Fluorinated graphene films with graphene quantum dots for electronic applications

TL;DR

This study investigates the electronic properties of fluorinated graphene films with embedded graphene quantum dots, revealing potential for electronic applications like memory and logic devices through charge transport and resistive switching behaviors.

Contribution

It introduces a fabrication method for FG films with GQDs and provides a phenomenological model for charge emission dynamics, highlighting the effects of fluorination degree on electronic properties.

Findings

Potential fluctuations up to 200 mV inside FG barriers.

Unipolar resistive switching observed in highly fluorinated films.

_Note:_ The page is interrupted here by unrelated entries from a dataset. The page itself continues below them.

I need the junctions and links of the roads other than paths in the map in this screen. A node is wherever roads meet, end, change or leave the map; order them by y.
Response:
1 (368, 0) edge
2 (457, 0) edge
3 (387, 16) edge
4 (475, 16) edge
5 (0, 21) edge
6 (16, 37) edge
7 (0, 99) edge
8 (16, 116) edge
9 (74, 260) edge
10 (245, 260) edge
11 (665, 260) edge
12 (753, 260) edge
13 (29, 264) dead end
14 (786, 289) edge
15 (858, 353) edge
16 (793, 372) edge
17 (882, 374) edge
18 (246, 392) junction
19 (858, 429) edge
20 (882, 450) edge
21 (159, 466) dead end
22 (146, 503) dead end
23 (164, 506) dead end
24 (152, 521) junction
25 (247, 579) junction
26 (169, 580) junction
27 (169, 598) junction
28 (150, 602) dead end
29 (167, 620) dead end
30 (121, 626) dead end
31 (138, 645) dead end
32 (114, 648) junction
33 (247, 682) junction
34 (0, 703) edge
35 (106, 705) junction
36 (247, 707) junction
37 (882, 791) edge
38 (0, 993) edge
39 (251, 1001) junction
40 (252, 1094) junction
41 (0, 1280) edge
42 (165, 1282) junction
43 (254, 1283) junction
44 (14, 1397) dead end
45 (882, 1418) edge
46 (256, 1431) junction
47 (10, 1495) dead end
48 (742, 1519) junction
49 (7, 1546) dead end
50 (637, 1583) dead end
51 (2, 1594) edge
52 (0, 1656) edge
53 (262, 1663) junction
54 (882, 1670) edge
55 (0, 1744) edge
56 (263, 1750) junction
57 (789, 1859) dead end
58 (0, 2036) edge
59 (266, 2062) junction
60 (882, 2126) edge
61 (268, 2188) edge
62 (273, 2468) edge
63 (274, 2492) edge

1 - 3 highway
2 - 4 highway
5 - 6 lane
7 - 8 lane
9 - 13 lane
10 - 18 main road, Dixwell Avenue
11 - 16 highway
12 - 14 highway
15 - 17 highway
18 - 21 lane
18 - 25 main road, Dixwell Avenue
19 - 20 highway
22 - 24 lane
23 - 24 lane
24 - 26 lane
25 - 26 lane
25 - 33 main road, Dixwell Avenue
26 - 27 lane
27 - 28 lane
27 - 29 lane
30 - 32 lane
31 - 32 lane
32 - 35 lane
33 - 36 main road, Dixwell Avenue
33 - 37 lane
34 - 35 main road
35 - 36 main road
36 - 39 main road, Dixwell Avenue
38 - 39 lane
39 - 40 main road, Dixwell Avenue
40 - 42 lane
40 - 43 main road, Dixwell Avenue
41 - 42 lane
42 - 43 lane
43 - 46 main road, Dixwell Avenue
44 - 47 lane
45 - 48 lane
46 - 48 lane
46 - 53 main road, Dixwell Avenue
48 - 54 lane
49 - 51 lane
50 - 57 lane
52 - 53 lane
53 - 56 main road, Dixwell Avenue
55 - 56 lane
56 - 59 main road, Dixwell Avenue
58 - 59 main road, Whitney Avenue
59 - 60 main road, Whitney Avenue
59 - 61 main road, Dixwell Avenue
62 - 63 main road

High current modulation in transistor-like structures with less fluorination.

Abstract

This work analyzes carrier transport, the relaxation of non-equilibrium charge, and the electronic structure of fluorinated graphene (FG) films with graphene quantum dots (GQDs). The FG films with GQDs were fabricated by means of chemical functionalization in an aqueous solution of hydrofluoric acid. High fluctuations of potential relief inside the FG barriers have been detected in the range of up to 200 mV. A phenomenological expression that describes the dependence of the time of non-equilibrium charge emission from GQDs on quantum confinement levels and film thickness (potential barrier parameters between GQDs) is suggested. An increase in the degree of functionalization leads to a decrease in GQD size, the removal of the GQD effect on carrier transport, and the relaxation of non-equilibrium charge. The study of the electronic properties of FG films with GQDs has revealed a unipolar resistive switching effect in the films with a relatively high degree of fluorination and a high current modulation in transistorlike structures with a lower degree of fluorination. 2D films with GQDs are believed to have considerable potential for various electronic applications (nonvolatile memory, 2D connections with optical control and logic elements).